Task. From the entries below, gather each line containing the word "kalea".

================================

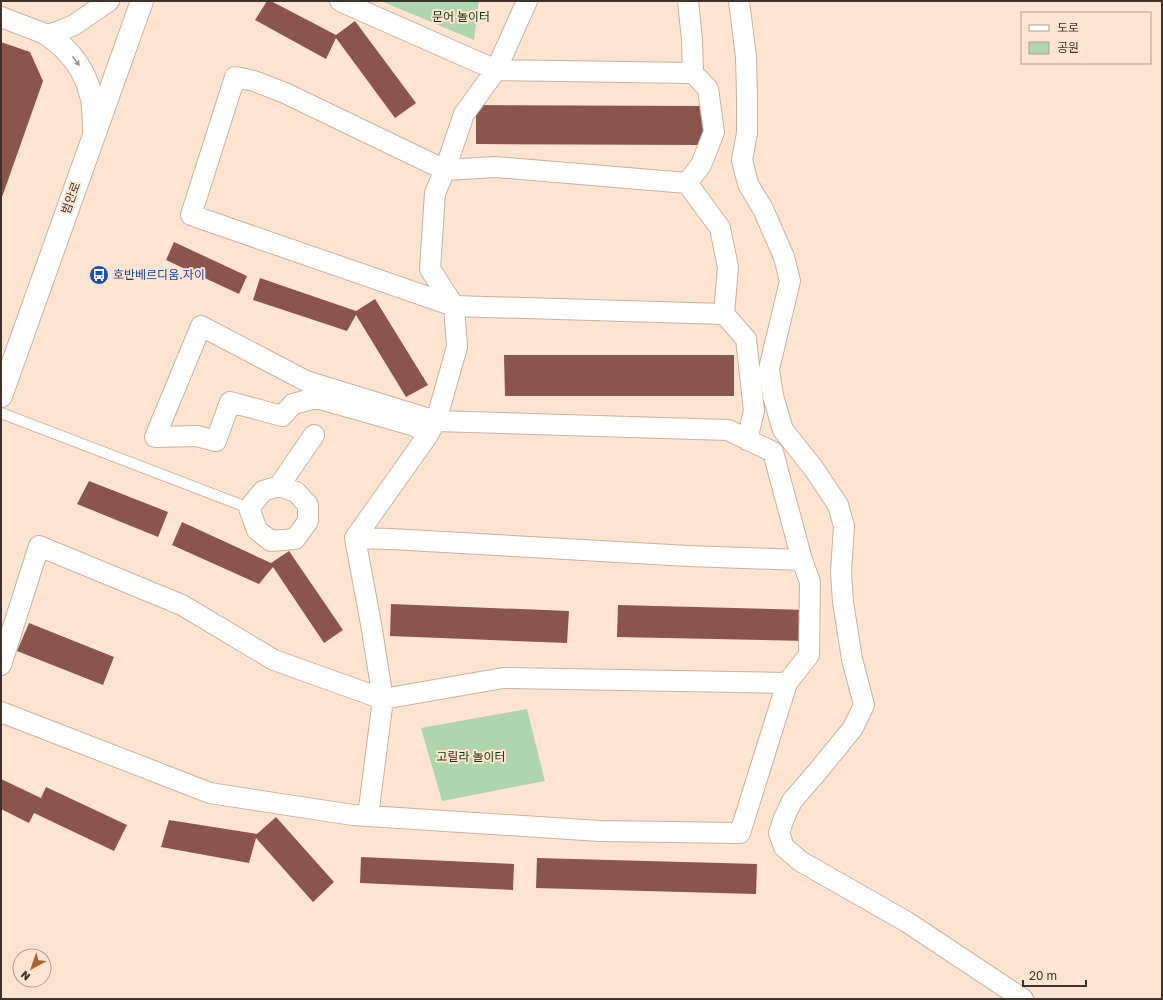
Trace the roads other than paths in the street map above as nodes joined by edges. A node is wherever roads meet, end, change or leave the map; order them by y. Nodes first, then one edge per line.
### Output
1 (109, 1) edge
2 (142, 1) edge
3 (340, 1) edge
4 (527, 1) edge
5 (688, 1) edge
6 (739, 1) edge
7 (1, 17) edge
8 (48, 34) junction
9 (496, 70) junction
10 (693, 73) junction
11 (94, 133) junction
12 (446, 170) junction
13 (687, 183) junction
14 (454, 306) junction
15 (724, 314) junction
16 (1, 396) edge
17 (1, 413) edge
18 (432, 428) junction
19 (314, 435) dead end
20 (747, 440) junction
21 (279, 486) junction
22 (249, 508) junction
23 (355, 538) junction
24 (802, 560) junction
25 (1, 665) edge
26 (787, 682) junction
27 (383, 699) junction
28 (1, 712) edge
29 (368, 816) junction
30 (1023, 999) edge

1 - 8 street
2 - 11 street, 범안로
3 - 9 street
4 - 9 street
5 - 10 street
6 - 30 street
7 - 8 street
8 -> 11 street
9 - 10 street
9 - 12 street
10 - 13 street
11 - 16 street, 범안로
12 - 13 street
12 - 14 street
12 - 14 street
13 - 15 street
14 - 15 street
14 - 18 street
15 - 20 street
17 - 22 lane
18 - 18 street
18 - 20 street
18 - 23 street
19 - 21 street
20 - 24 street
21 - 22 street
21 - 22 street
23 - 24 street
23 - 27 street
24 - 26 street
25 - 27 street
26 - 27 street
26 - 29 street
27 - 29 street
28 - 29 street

================================

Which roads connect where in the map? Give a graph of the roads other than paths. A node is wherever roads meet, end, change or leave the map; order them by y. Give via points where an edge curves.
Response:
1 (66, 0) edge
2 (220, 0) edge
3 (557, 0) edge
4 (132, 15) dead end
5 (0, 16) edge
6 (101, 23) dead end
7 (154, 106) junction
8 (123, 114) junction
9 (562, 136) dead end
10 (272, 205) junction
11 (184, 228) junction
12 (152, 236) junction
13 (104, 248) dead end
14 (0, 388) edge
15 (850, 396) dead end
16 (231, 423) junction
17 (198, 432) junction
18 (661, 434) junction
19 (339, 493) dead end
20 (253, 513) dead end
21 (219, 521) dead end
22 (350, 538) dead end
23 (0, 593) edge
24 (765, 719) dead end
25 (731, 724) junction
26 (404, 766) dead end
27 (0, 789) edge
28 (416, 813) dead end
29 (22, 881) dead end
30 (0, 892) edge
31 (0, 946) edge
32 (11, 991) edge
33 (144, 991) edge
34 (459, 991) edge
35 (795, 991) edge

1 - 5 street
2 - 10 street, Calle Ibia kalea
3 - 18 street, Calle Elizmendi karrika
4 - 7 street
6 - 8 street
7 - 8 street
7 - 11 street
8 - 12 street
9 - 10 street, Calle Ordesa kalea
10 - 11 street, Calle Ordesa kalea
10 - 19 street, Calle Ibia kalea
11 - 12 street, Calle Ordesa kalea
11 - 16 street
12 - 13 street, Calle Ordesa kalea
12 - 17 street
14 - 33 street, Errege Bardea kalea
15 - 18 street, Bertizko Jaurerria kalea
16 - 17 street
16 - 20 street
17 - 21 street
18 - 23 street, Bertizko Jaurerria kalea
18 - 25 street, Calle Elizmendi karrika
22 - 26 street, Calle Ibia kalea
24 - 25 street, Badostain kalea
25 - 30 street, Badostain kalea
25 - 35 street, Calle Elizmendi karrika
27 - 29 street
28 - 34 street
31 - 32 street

================================

Response.
2 - 10 street, Calle Ibia kalea
9 - 10 street, Calle Ordesa kalea
10 - 11 street, Calle Ordesa kalea
10 - 19 street, Calle Ibia kalea
11 - 12 street, Calle Ordesa kalea
12 - 13 street, Calle Ordesa kalea
14 - 33 street, Errege Bardea kalea
15 - 18 street, Bertizko Jaurerria kalea
18 - 23 street, Bertizko Jaurerria kalea
22 - 26 street, Calle Ibia kalea
24 - 25 street, Badostain kalea
25 - 30 street, Badostain kalea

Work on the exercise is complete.